# [YOUR OBJECTIVE]
Check each line of the material below for the word "一関バイパス". State how many lines have it, and nothing more.
── DATA FOR ANALYSIS
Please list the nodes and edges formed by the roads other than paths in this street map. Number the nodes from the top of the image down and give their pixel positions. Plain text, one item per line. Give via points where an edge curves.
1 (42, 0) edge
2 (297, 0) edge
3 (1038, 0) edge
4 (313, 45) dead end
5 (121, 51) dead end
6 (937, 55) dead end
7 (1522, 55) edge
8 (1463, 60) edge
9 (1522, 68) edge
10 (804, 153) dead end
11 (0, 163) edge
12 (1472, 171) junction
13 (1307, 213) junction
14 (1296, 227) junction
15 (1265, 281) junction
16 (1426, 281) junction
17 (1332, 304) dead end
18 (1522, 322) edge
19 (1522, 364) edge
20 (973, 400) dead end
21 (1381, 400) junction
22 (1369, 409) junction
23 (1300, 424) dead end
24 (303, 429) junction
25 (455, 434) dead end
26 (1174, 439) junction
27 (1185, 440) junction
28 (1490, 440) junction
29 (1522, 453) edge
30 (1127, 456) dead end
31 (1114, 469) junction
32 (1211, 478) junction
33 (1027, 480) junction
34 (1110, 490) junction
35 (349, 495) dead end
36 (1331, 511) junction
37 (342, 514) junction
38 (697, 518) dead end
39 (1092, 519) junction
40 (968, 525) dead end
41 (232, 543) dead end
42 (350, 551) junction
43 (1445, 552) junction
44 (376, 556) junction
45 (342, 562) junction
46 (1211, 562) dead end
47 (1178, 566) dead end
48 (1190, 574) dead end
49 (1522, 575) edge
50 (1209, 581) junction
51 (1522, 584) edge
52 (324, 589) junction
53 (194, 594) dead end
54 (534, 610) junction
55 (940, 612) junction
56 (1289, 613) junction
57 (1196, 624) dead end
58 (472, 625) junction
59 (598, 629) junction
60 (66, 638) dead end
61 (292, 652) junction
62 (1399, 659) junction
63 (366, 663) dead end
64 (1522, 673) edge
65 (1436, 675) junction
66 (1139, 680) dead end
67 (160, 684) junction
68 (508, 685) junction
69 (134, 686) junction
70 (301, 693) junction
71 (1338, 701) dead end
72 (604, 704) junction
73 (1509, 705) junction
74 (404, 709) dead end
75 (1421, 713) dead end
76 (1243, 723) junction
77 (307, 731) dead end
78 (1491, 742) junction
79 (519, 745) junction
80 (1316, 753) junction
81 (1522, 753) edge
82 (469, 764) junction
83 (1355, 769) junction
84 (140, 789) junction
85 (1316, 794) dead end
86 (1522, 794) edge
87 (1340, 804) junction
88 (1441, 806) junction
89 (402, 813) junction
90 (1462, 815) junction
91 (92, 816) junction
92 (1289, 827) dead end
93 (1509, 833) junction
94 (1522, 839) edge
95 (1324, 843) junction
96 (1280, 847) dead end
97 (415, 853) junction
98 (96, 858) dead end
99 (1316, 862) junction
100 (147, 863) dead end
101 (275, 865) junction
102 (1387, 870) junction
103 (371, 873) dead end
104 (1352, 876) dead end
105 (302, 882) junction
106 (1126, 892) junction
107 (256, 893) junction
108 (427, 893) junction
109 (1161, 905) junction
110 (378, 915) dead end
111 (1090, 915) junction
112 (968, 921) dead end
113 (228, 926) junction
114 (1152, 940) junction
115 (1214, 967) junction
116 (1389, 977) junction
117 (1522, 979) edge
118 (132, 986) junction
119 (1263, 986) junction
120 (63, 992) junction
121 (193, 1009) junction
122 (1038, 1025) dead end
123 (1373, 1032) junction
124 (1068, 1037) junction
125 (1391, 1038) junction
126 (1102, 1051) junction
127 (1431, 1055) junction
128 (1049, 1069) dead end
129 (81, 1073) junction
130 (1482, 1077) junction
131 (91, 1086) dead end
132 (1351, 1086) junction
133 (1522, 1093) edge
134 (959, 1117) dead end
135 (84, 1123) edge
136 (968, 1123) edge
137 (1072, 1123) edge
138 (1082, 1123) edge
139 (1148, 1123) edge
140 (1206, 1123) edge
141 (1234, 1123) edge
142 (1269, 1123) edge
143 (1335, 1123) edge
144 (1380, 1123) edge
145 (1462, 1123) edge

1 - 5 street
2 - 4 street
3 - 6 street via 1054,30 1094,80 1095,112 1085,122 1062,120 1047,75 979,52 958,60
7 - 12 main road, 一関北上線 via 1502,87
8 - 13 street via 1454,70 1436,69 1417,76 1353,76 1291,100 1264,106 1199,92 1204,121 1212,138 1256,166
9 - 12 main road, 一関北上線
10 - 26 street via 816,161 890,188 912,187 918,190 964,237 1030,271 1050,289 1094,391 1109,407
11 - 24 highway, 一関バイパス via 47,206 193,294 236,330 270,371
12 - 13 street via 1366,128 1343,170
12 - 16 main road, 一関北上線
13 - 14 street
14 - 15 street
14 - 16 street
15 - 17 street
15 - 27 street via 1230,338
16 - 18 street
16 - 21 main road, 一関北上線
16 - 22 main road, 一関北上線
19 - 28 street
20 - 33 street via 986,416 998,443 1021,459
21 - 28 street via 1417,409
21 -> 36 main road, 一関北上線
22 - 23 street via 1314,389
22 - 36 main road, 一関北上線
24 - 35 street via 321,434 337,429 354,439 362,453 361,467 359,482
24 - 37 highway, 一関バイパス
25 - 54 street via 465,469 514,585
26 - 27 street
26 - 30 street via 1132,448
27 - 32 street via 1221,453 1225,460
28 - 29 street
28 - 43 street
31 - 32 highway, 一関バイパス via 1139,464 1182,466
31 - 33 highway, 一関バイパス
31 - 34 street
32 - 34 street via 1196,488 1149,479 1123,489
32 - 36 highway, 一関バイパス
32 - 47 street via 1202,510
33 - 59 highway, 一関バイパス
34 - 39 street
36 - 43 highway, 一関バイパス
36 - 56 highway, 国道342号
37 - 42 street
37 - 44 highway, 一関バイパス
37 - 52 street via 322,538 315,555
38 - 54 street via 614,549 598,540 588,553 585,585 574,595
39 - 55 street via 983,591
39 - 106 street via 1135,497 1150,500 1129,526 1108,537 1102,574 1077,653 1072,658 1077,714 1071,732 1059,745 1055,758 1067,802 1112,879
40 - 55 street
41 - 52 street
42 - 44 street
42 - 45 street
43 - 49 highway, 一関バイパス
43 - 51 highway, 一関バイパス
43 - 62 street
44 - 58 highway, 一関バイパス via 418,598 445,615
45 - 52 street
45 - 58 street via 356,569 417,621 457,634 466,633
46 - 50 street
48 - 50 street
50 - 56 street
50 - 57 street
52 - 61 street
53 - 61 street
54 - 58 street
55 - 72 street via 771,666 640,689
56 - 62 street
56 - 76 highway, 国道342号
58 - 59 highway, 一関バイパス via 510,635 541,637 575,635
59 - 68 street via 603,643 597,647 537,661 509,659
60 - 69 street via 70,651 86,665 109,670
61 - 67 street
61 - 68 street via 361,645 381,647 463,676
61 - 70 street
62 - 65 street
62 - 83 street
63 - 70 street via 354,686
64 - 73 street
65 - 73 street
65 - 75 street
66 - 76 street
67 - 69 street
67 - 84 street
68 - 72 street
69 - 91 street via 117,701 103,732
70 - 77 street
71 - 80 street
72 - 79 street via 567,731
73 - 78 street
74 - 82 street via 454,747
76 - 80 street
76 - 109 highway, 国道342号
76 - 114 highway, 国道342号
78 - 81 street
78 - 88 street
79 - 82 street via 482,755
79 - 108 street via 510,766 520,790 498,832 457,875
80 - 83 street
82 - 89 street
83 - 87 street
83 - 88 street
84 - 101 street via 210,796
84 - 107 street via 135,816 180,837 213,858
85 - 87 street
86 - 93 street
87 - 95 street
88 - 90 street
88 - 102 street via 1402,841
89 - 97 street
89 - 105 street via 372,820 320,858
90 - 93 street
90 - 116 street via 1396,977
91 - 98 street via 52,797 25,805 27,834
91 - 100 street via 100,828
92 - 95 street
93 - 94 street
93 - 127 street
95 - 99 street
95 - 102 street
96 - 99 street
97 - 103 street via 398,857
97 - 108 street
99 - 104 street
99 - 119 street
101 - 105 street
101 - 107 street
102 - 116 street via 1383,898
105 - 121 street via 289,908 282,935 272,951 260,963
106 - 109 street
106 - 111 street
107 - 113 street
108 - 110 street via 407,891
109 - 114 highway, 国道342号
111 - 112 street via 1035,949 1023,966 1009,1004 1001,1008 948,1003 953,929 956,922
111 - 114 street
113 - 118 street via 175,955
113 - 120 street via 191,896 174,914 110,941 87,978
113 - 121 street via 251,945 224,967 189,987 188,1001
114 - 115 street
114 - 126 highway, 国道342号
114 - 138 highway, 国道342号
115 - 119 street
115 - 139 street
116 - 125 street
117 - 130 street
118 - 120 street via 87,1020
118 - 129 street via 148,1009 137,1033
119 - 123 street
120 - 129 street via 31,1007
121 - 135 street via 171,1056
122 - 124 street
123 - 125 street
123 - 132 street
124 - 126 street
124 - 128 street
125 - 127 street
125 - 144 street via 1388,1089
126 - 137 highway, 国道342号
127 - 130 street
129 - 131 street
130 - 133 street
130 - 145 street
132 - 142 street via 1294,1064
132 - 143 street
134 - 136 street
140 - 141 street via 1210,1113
────
── DATA FOR ANALYSIS
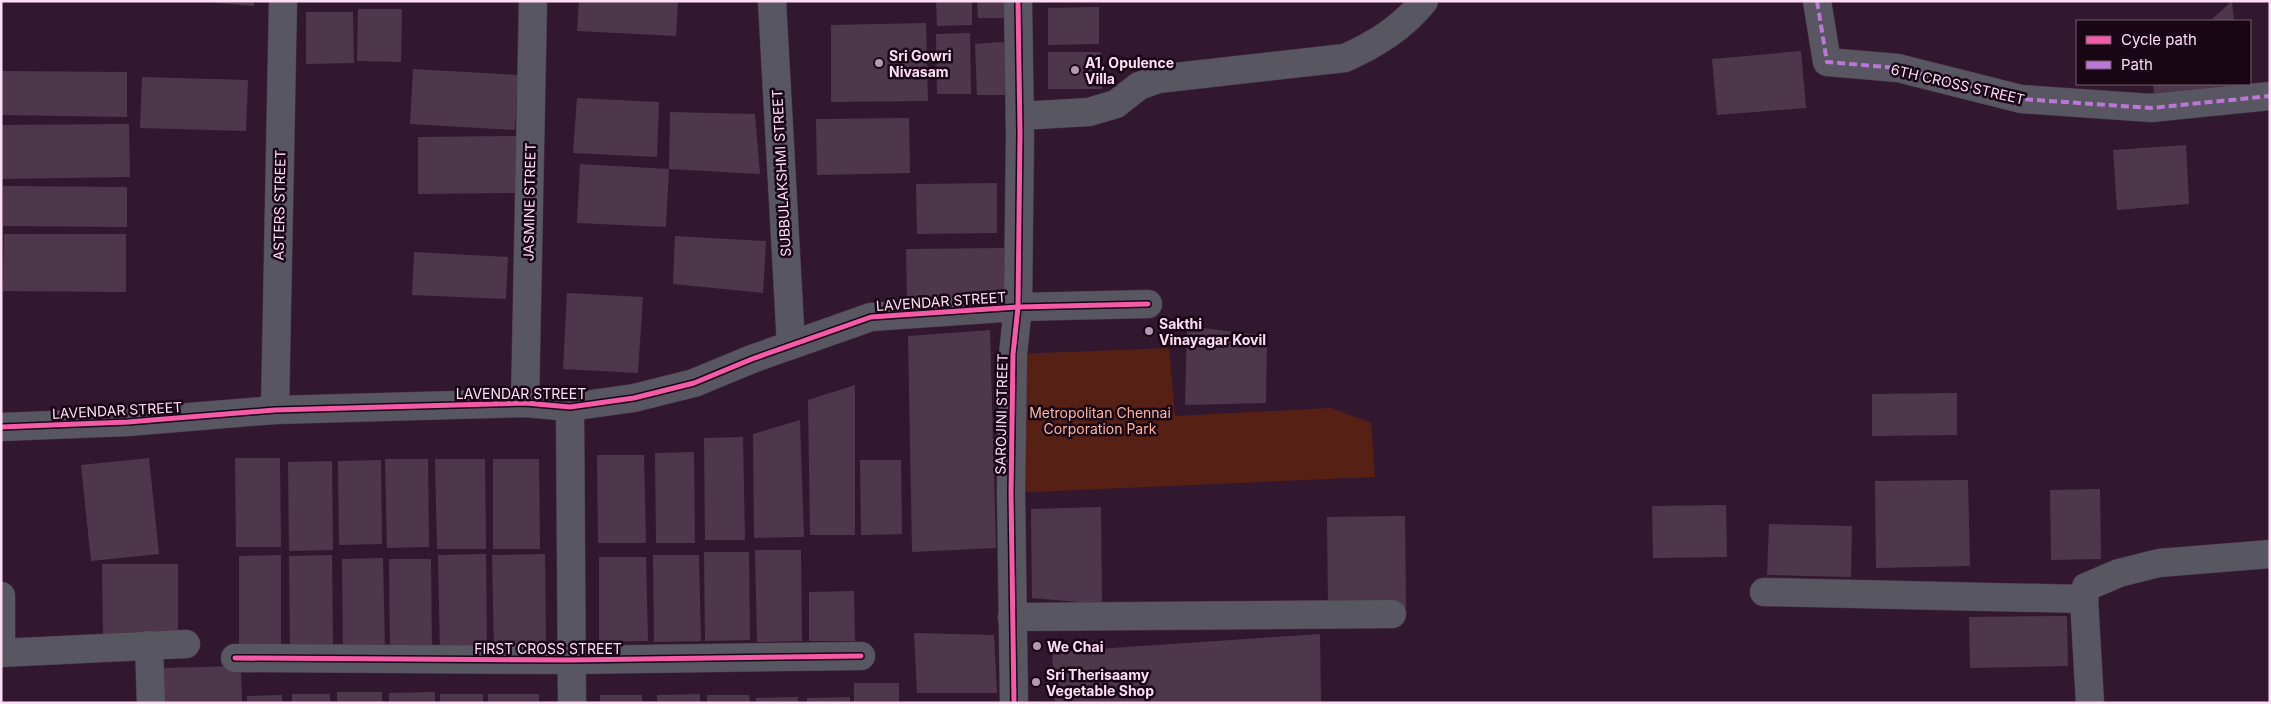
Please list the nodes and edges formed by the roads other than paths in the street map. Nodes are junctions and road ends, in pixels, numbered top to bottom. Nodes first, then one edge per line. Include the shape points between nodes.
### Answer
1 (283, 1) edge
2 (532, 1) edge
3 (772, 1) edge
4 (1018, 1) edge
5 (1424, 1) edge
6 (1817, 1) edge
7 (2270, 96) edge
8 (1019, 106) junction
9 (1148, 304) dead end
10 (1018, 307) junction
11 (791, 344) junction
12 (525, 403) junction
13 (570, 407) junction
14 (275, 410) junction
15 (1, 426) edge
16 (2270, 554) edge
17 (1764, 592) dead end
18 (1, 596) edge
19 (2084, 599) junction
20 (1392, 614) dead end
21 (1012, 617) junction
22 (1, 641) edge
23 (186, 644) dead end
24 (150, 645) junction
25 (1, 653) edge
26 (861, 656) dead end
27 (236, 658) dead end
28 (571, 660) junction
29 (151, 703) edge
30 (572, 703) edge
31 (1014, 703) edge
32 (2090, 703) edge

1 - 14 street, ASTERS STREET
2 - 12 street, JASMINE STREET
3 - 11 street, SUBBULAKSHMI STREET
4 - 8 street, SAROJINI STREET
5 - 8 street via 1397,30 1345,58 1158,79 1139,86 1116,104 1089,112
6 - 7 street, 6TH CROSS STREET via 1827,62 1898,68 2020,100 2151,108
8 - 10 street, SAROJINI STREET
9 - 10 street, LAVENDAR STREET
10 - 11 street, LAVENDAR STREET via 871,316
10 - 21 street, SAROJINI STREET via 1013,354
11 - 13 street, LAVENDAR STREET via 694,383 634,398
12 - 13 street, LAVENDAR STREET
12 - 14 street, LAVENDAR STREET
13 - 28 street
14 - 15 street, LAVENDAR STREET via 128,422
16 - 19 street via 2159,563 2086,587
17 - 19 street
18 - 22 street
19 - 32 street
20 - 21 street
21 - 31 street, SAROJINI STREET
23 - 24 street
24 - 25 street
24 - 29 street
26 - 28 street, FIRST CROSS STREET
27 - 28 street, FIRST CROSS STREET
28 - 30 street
────
── DATA FOR ANALYSIS
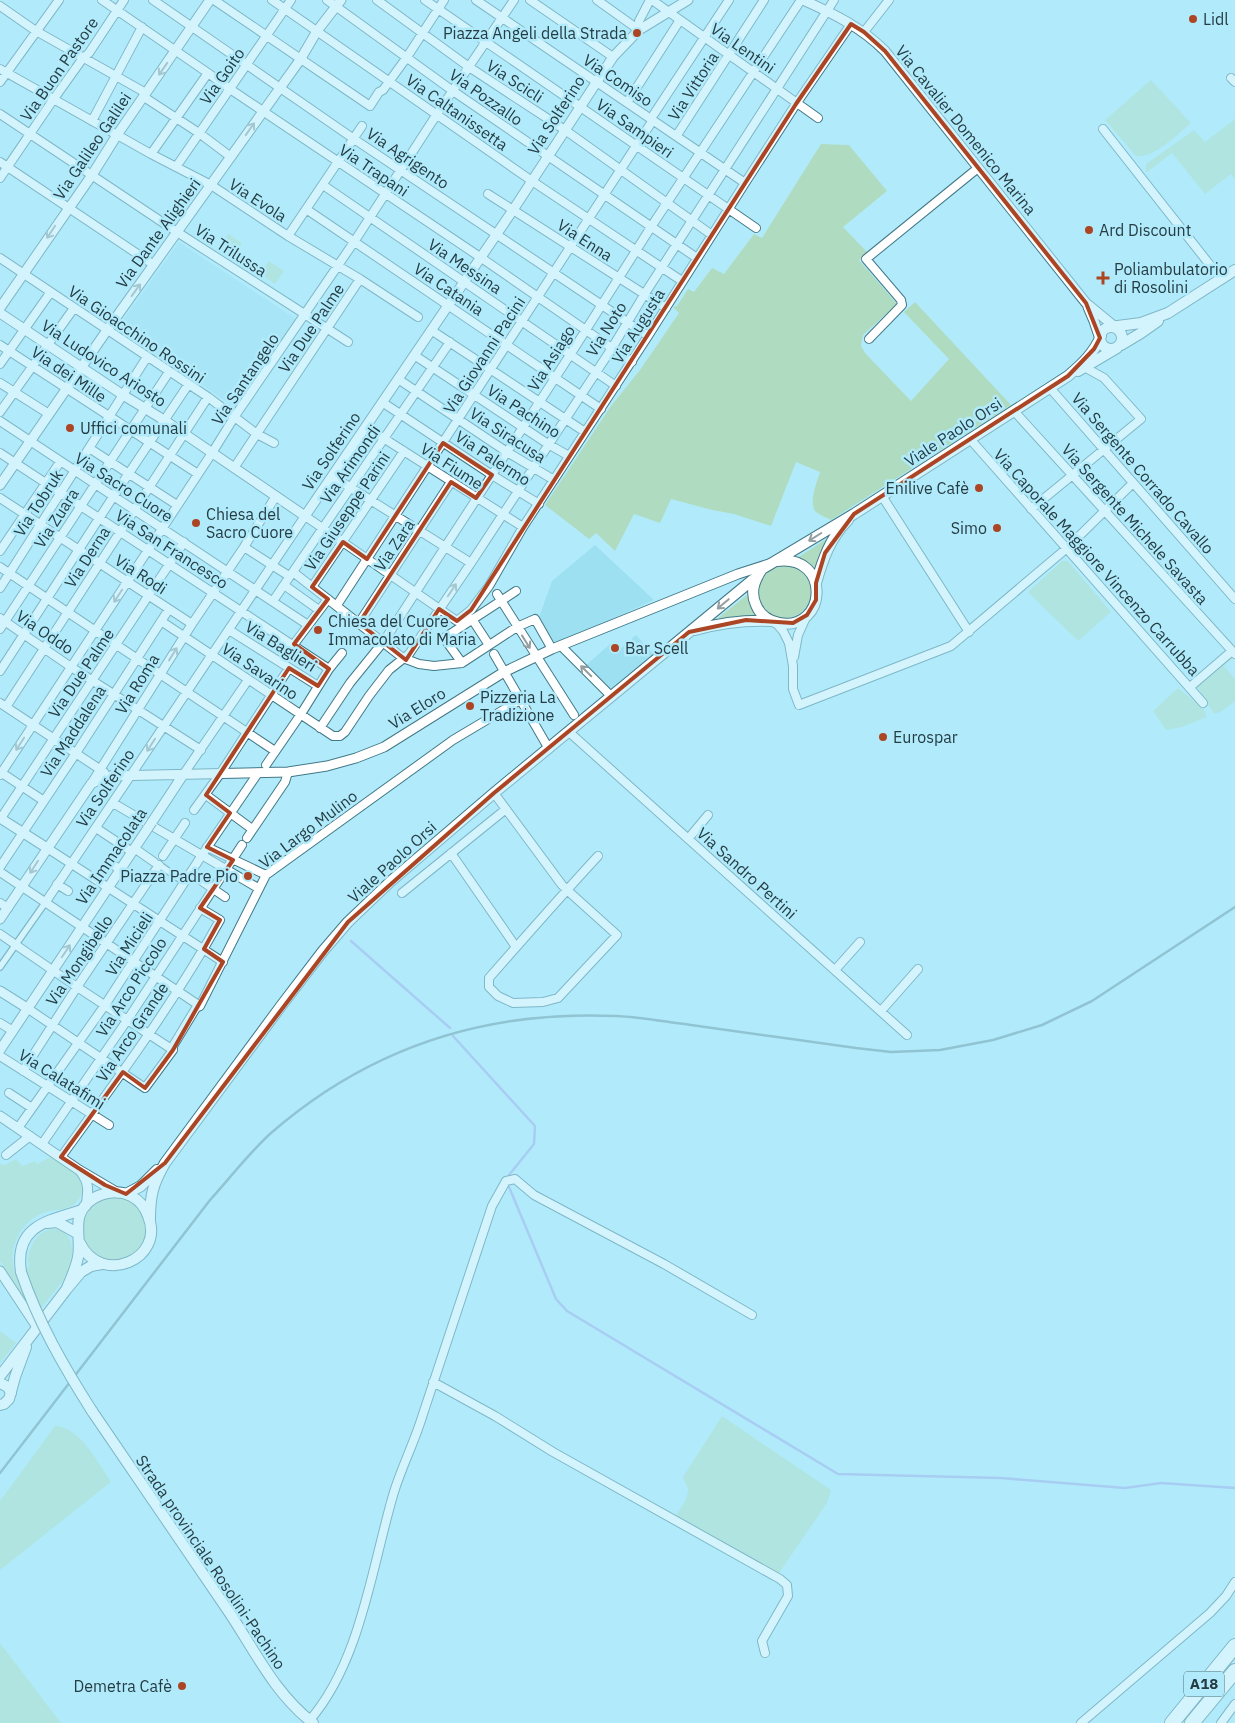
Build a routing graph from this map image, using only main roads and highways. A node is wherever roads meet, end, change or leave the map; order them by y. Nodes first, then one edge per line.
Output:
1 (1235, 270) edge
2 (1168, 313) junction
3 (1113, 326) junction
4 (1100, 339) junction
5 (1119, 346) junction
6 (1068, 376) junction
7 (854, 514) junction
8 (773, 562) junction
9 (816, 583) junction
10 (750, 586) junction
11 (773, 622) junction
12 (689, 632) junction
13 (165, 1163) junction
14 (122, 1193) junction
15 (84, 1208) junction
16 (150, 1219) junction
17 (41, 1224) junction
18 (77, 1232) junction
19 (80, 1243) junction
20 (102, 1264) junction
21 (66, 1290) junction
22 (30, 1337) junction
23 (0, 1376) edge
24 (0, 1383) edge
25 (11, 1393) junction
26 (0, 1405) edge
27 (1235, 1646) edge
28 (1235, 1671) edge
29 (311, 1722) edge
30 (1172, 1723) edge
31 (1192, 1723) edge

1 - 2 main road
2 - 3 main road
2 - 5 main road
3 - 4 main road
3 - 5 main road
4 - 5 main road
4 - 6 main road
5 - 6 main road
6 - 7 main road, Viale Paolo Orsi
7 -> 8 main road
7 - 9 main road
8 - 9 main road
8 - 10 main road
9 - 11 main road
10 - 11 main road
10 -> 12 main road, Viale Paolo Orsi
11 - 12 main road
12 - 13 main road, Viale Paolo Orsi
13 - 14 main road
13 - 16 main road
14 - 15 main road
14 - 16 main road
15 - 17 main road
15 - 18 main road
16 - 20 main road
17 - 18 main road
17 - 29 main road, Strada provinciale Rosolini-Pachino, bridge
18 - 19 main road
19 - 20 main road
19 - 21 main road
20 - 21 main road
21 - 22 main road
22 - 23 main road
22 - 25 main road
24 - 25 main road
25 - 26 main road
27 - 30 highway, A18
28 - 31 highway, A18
────
# [TASK RESULT]
12